What does it say about us that systems built for road safety now double as reluctant nature photographers? And if this is happening in Switzerland, are there other cities quietly filing away images of startled squirrels, bold foxes, or the odd rabbit with a lead foot?

More Questions Than Answers (As Usual)

In the end, no ticket was issued (insider tip: ducks rarely provide a forwarding address), and the case landed not in traffic court but in the local paper—and, ultimately, the global round-up of wonderfully needless bureaucracy. According to Insider Paper, municipal authorities erred on the side of transparency, choosing to publicly share their bemusement and lay to rest conspiracy theories around potential April foolishness.

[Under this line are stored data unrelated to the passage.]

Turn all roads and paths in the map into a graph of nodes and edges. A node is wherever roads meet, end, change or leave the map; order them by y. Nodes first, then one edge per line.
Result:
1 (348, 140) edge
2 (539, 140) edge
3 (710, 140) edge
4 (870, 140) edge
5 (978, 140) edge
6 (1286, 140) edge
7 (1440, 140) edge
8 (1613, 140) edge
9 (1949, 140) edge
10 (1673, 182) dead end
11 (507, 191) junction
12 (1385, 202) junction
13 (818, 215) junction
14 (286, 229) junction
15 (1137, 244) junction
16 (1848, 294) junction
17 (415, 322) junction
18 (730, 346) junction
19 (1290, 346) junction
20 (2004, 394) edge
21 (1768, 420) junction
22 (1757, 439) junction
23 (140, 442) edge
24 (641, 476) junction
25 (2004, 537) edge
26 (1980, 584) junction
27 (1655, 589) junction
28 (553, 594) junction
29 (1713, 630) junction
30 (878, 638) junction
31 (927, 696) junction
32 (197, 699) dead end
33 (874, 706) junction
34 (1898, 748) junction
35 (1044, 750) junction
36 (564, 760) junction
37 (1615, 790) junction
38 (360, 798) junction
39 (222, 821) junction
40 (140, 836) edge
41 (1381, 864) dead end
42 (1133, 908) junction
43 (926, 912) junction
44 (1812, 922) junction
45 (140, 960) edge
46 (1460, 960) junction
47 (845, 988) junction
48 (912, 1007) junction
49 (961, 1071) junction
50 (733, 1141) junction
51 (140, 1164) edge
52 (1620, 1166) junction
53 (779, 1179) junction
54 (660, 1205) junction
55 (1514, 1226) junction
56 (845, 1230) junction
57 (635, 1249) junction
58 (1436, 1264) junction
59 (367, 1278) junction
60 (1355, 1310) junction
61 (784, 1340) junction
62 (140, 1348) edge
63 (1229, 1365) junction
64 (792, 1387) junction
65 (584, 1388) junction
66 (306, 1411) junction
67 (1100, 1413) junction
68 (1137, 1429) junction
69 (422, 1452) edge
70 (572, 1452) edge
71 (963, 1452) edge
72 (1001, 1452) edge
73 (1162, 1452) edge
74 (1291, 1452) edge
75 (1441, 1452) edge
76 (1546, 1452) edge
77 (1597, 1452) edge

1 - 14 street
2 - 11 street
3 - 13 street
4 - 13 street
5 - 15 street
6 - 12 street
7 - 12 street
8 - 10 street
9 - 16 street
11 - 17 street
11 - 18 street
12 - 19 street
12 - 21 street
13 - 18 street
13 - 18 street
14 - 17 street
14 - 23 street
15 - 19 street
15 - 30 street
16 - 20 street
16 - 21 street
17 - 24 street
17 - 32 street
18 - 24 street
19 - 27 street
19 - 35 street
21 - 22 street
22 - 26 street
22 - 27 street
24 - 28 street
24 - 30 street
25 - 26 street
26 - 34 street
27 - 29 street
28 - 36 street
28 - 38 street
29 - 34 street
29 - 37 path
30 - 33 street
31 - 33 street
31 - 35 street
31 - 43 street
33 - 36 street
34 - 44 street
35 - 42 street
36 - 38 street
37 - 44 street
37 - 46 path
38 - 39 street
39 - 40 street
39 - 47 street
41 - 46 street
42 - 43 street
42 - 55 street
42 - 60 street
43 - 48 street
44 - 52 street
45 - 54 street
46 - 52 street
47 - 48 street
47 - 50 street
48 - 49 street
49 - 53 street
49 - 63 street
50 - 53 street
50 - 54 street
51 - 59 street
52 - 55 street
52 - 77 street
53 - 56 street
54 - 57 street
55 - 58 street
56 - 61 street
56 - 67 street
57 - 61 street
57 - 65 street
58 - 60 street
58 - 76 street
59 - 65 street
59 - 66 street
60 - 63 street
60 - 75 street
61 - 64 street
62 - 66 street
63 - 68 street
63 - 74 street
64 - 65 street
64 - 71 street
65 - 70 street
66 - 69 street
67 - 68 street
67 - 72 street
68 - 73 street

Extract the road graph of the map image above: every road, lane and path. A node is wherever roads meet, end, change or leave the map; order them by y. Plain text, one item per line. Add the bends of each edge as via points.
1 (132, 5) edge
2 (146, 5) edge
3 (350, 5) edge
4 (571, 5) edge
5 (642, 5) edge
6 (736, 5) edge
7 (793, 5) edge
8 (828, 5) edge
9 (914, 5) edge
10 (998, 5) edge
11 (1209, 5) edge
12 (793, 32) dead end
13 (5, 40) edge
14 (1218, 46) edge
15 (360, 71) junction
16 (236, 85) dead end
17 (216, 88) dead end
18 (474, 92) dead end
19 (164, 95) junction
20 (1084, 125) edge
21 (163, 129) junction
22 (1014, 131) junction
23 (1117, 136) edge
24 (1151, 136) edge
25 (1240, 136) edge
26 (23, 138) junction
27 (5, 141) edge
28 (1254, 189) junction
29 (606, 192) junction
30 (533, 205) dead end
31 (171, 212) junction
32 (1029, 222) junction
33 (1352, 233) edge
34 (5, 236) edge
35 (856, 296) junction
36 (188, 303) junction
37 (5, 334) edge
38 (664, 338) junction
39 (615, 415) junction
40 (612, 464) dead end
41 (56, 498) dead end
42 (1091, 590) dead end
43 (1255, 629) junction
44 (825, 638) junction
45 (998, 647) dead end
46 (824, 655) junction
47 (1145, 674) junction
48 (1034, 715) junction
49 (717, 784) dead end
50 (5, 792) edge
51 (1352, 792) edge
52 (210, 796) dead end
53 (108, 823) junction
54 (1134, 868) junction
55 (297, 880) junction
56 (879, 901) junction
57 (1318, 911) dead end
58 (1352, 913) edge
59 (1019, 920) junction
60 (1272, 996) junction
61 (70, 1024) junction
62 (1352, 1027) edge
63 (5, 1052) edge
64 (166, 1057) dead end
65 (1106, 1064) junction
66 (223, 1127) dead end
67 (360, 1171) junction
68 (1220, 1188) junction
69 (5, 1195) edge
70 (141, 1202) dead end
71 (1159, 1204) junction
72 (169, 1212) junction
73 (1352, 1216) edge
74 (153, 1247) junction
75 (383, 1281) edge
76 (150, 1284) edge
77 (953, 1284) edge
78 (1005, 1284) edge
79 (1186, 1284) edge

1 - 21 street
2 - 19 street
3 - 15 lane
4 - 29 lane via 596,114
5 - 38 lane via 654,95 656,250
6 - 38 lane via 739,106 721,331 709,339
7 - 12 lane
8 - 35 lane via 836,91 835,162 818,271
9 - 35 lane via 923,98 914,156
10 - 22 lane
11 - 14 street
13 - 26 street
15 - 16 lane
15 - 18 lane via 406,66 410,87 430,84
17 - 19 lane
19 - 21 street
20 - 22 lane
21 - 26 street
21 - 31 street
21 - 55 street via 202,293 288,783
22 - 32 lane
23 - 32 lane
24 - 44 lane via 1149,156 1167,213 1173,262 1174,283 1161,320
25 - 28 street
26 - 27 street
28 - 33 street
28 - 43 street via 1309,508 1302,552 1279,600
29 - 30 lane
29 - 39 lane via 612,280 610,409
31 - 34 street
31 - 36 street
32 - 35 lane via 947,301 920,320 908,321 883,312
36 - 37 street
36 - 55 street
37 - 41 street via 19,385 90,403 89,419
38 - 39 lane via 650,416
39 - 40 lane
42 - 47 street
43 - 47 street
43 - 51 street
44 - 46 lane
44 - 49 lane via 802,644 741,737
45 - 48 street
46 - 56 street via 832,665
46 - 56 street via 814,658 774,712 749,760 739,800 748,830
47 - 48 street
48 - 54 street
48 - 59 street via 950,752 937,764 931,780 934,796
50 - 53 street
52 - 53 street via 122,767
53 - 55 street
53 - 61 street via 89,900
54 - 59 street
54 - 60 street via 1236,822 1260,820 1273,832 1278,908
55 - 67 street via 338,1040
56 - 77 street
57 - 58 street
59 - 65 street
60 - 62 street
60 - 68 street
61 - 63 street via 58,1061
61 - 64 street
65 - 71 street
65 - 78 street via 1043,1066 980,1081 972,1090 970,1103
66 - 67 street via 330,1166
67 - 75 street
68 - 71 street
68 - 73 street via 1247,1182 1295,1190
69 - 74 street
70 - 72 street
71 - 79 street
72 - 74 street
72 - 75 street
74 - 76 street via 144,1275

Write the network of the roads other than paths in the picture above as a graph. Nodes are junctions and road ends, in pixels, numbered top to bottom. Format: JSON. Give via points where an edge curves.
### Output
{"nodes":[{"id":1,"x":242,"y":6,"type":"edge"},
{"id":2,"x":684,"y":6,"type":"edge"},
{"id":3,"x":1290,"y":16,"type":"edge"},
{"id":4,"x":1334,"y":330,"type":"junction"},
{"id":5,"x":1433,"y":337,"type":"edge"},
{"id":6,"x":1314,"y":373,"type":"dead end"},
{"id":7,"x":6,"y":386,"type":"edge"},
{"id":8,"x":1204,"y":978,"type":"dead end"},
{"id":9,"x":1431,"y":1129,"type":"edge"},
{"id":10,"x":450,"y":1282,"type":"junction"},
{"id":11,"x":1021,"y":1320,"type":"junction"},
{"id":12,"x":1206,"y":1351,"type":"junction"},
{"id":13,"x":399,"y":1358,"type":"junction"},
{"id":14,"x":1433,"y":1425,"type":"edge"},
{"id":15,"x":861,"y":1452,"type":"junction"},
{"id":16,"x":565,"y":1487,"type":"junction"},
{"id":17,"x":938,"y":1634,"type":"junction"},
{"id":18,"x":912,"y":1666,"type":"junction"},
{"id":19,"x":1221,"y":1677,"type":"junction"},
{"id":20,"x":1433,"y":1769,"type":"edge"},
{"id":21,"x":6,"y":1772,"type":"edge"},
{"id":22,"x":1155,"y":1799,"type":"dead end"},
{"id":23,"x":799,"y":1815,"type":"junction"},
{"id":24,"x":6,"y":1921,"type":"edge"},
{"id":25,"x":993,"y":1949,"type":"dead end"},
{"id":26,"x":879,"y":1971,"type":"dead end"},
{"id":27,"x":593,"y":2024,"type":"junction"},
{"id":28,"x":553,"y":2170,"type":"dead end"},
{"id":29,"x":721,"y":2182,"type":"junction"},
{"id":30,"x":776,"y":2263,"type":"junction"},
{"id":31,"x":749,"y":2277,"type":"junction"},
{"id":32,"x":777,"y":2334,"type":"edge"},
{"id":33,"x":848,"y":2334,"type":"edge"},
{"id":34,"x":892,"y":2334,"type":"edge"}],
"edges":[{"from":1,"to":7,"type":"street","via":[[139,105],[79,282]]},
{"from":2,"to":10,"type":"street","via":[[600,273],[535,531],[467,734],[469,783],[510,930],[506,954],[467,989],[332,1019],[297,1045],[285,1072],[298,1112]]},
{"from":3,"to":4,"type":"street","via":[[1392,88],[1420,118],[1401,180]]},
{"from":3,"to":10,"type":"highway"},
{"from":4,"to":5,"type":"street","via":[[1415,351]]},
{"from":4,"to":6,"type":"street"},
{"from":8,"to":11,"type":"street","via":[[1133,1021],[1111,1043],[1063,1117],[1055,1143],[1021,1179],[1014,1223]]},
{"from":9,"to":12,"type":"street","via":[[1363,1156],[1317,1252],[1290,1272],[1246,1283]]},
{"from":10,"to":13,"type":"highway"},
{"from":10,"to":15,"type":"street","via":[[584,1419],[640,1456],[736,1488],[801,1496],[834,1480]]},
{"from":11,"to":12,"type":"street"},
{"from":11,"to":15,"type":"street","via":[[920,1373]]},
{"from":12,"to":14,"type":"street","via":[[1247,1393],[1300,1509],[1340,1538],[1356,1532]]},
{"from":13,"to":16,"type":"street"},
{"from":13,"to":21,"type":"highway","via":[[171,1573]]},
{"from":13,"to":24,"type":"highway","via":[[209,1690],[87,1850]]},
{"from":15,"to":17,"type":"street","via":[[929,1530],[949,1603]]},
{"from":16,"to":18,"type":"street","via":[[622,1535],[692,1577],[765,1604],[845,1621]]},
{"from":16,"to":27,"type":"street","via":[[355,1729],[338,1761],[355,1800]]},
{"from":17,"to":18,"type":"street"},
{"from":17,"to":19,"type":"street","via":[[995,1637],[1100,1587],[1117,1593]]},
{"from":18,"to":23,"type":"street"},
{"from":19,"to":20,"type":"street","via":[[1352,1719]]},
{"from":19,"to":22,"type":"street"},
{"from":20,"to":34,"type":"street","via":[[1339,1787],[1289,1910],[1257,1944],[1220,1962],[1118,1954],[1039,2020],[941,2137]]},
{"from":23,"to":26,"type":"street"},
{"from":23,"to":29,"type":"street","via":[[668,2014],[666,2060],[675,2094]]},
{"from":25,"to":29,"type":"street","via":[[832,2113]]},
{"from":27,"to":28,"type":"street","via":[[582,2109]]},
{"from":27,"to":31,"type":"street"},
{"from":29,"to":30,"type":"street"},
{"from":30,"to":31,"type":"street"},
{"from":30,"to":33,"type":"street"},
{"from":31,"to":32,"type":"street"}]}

Still, the incident hangs in the air like feathers after a pillow fight. Was this just the world’s most punctual duck? A legacy bird honoring the record of its ancestor? Or, as local officials considered, a subtle nudge from fate reminding society that there’s still room for the unpredictable and absurd in even the most tightly regulated corners of daily life? How many other “criminals” in the animal kingdom are evading justice thanks to a lack of wallet and opposable thumbs?

Whatever the answer, one thing’s certain: in a land famous for order, sometimes chaos flies in on webbed wings—snapshots and speed limits be damned.